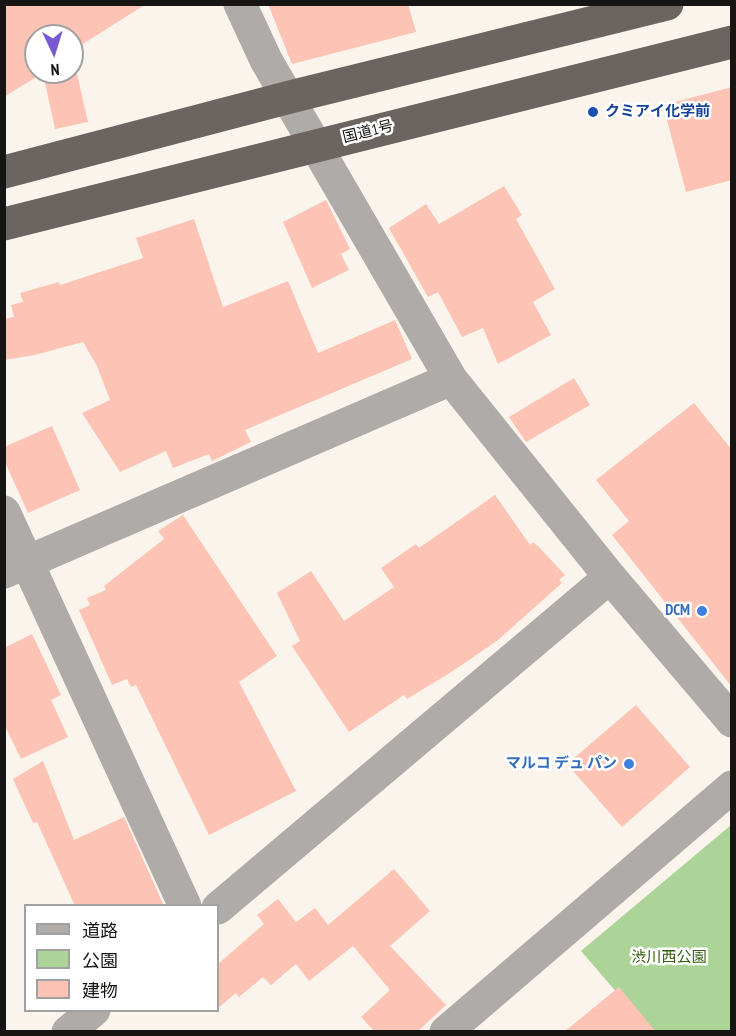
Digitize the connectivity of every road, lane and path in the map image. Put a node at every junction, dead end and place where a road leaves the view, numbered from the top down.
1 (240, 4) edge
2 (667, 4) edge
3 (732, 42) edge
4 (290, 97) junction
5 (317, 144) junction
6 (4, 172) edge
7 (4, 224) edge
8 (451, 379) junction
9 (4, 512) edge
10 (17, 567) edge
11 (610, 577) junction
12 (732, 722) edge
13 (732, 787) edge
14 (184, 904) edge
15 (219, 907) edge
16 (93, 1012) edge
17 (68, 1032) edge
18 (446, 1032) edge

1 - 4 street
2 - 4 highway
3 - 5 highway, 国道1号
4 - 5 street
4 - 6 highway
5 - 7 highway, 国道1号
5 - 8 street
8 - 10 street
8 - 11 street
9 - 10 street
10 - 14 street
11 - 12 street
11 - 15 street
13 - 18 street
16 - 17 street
-- -- --
Task item: Word for word, return the material, omitting the pictures.

Output below:
Digitize the connectivity of every road, lane and path in the map image. Put a node at every junction, dead end and place where a road leaves the view, numbered from the top down.
1 (240, 4) edge
2 (667, 4) edge
3 (732, 42) edge
4 (290, 97) junction
5 (317, 144) junction
6 (4, 172) edge
7 (4, 224) edge
8 (451, 379) junction
9 (4, 512) edge
10 (17, 567) edge
11 (610, 577) junction
12 (732, 722) edge
13 (732, 787) edge
14 (184, 904) edge
15 (219, 907) edge
16 (93, 1012) edge
17 (68, 1032) edge
18 (446, 1032) edge

1 - 4 street
2 - 4 highway
3 - 5 highway, 国道1号
4 - 5 street
4 - 6 highway
5 - 7 highway, 国道1号
5 - 8 street
8 - 10 street
8 - 11 street
9 - 10 street
10 - 14 street
11 - 12 street
11 - 15 street
13 - 18 street
16 - 17 street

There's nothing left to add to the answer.